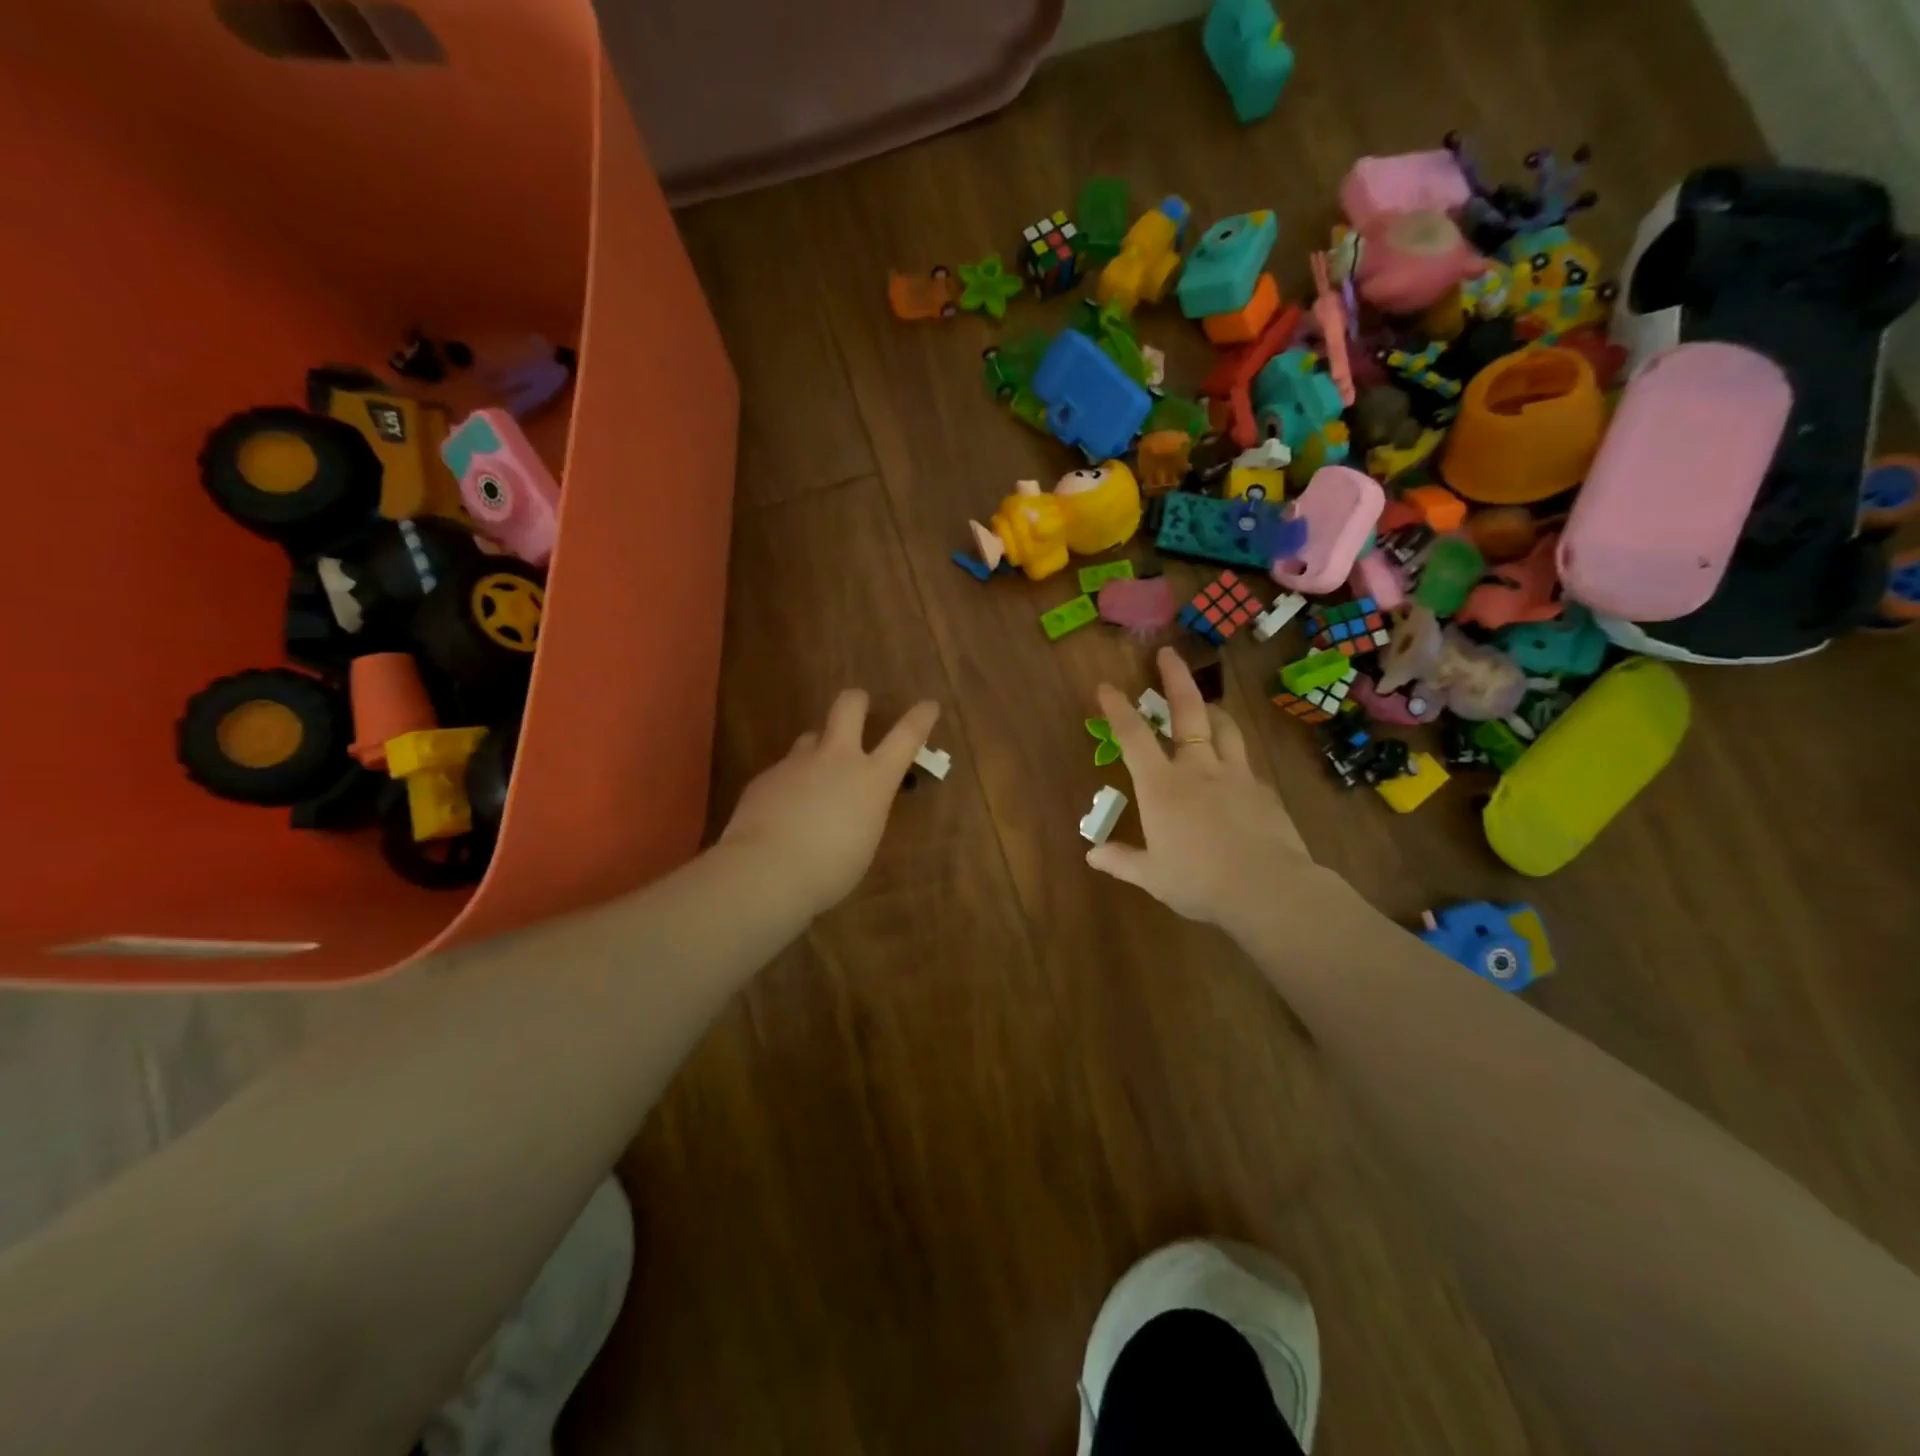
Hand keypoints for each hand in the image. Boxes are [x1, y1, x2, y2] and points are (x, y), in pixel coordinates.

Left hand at [720, 690, 940, 916]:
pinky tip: (780, 813)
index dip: (920, 717)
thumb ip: (862, 812)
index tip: (928, 705)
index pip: (906, 736)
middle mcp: (836, 759)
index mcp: (872, 779)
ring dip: (817, 751)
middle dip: (857, 702)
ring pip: (811, 738)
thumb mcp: (863, 841)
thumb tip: (851, 805)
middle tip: (859, 706)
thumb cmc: (830, 871)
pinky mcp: (765, 777)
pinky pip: (783, 771)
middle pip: (848, 707)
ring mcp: (797, 763)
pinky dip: (788, 785)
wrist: (765, 871)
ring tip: (813, 779)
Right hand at [1086, 648, 1322, 939]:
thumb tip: (1092, 856)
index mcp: (1162, 786)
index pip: (1133, 737)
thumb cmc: (1198, 881)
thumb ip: (1122, 861)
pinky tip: (1234, 771)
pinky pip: (1245, 763)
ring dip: (1212, 710)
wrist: (1267, 889)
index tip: (1106, 686)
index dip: (1118, 708)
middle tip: (1168, 653)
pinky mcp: (1264, 791)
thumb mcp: (1152, 876)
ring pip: (1224, 728)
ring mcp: (1236, 775)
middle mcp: (1198, 769)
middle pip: (1187, 712)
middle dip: (1175, 679)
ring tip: (1207, 706)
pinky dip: (1234, 757)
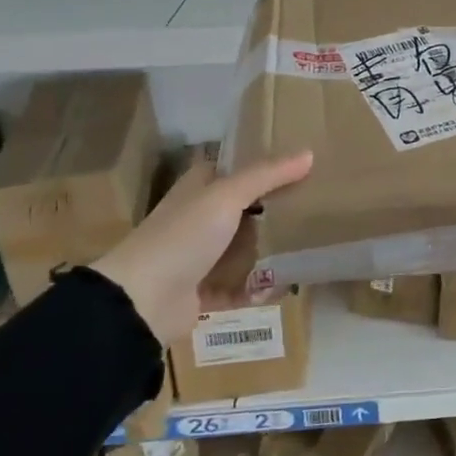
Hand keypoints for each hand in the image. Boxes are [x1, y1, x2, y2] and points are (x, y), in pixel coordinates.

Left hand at [92, 150, 312, 344]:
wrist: (141, 301)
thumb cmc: (183, 236)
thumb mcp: (227, 196)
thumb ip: (267, 175)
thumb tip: (308, 153)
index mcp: (197, 190)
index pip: (231, 169)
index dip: (260, 166)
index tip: (299, 166)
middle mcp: (197, 220)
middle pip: (243, 210)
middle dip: (273, 211)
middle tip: (313, 208)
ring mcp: (198, 257)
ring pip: (242, 249)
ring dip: (269, 252)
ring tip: (306, 248)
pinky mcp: (202, 292)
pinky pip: (238, 287)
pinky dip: (258, 288)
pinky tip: (282, 286)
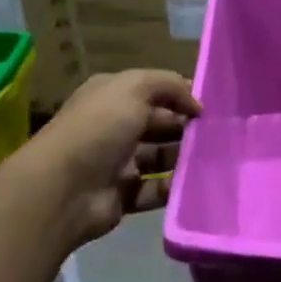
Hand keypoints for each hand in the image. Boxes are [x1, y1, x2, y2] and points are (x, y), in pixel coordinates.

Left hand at [25, 69, 199, 249]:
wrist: (62, 190)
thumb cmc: (98, 129)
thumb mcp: (134, 88)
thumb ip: (170, 86)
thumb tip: (196, 104)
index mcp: (111, 97)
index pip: (153, 91)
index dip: (181, 95)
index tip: (211, 105)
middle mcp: (114, 126)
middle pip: (160, 124)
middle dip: (187, 127)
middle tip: (218, 133)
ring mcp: (117, 163)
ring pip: (160, 157)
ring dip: (184, 157)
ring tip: (213, 157)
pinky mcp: (123, 195)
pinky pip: (155, 189)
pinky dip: (173, 187)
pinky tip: (193, 183)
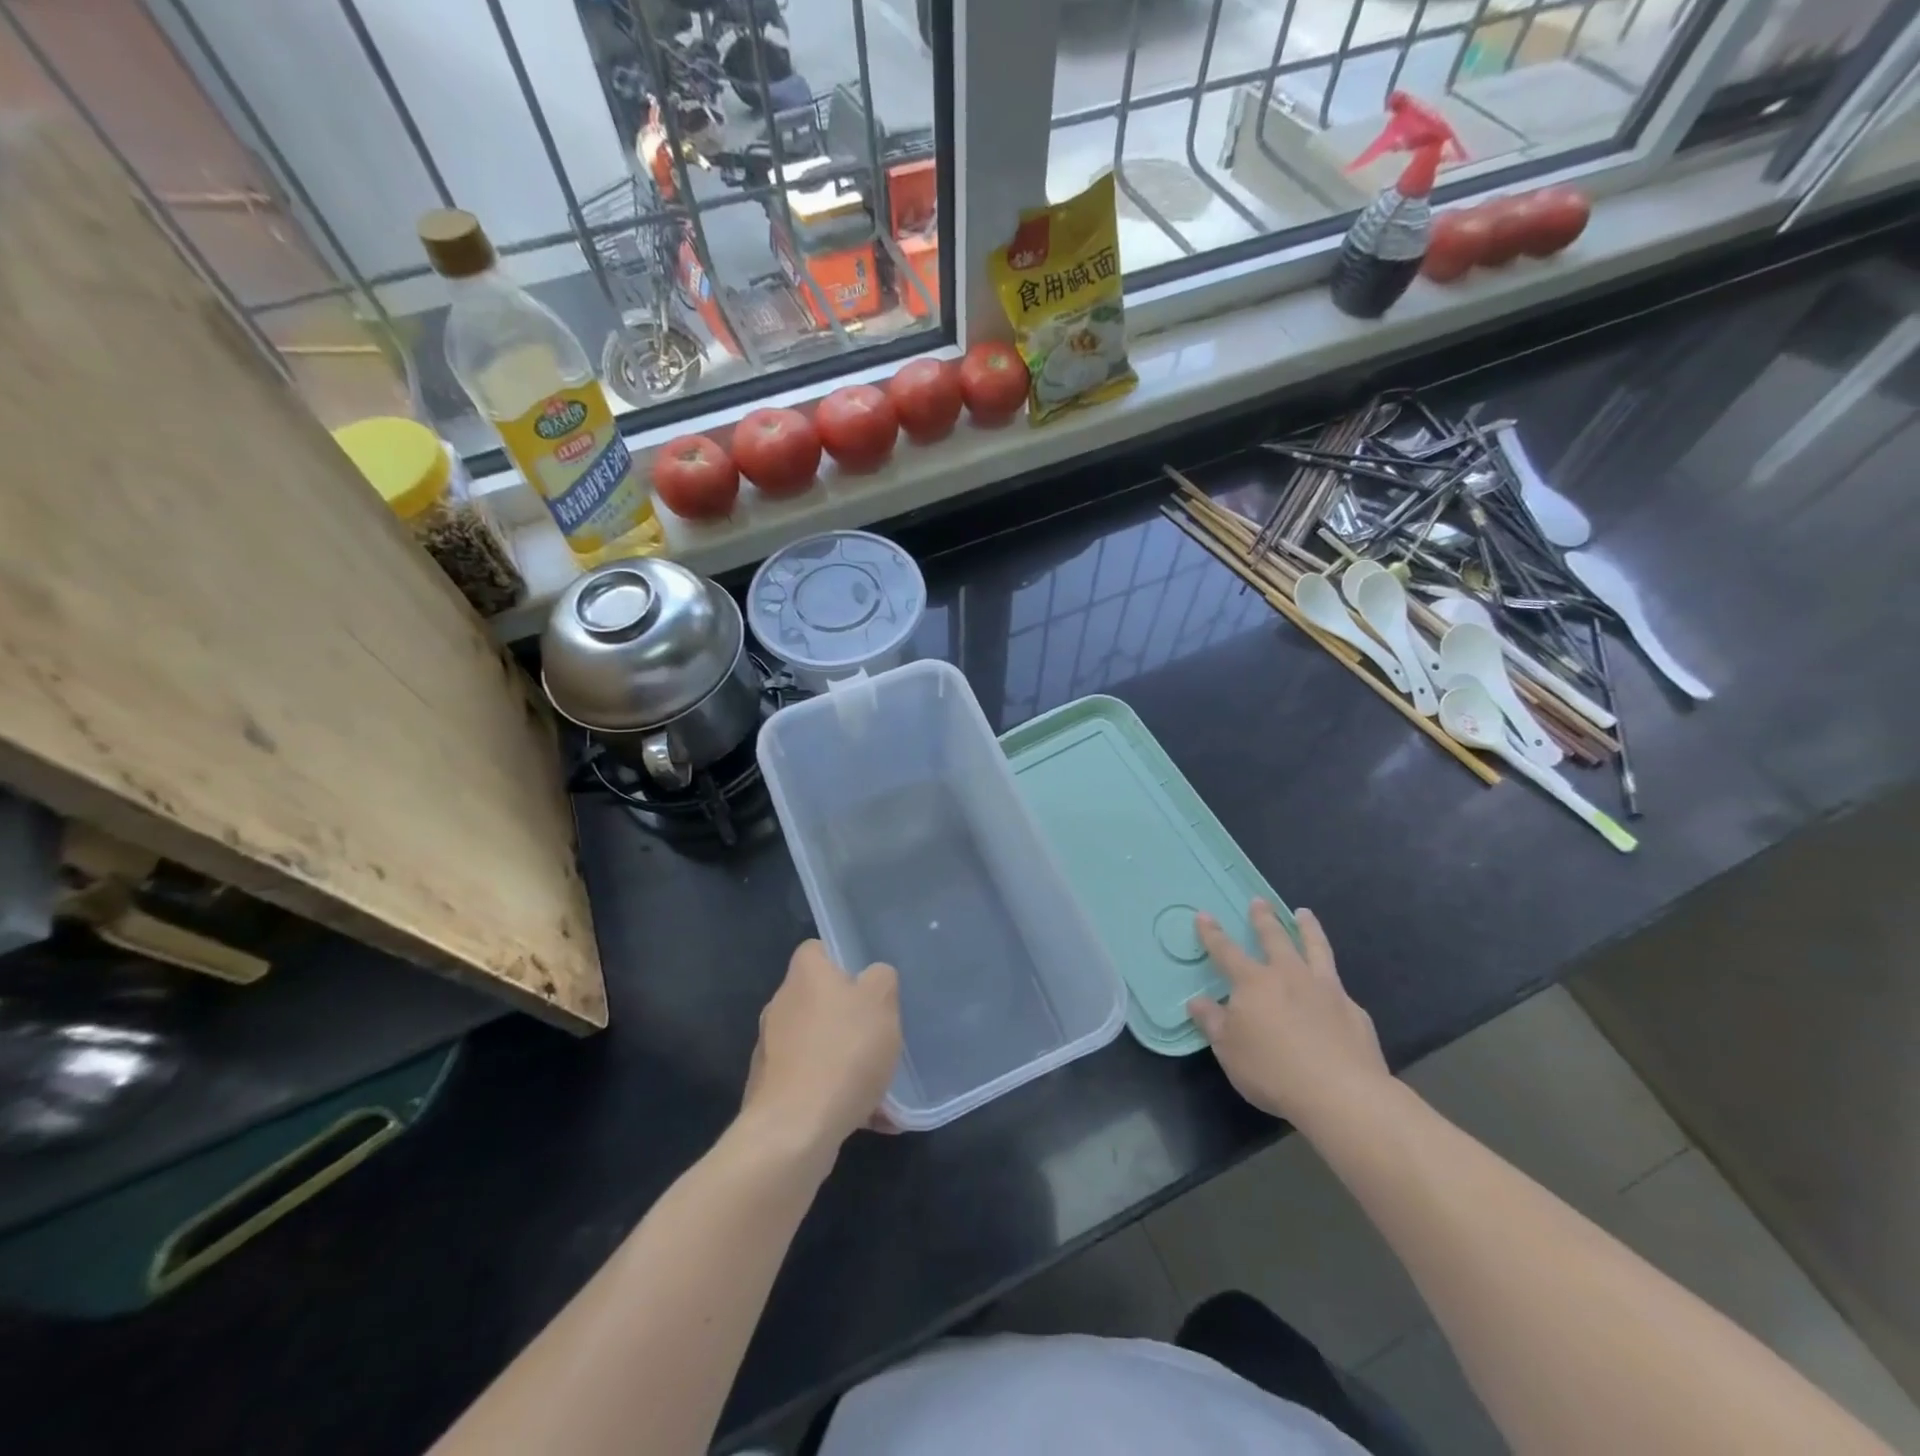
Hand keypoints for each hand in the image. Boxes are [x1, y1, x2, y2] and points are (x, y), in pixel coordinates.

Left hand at [741, 940, 901, 1161]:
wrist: (794, 1130)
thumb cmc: (843, 1052)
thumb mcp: (881, 1001)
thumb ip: (881, 979)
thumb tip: (872, 978)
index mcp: (804, 975)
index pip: (817, 950)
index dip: (843, 960)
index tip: (869, 982)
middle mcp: (780, 1006)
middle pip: (819, 1000)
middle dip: (850, 1018)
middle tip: (882, 1034)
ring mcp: (772, 1052)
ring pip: (819, 1046)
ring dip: (847, 1062)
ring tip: (883, 1087)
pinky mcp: (771, 1092)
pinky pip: (814, 1084)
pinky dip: (838, 1095)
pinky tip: (871, 1117)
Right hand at [1187, 903, 1389, 1131]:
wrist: (1342, 1094)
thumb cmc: (1273, 1070)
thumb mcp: (1229, 1050)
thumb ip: (1213, 1022)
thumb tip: (1197, 1001)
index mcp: (1254, 983)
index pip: (1226, 951)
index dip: (1212, 934)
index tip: (1203, 914)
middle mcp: (1289, 976)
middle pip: (1275, 938)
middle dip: (1264, 919)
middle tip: (1259, 901)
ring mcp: (1326, 990)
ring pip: (1315, 949)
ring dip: (1308, 929)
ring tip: (1304, 914)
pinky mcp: (1354, 1012)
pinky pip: (1338, 988)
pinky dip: (1330, 981)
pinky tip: (1333, 988)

[Task statement]:
Would you quote, exactly and only, the lines from the one containing "middle pip: (1275, 938)" to the end of the entries?

[Response]:
middle pip: (1275, 938)
middle dip: (1264, 919)
middle tip: (1259, 901)
ring mcp: (1326, 990)
ring pip: (1315, 949)
ring dip: (1308, 929)
ring tip: (1304, 914)
pinky mcp: (1354, 1012)
pinky pip: (1338, 988)
pinky dip: (1330, 981)
pinky tip: (1333, 988)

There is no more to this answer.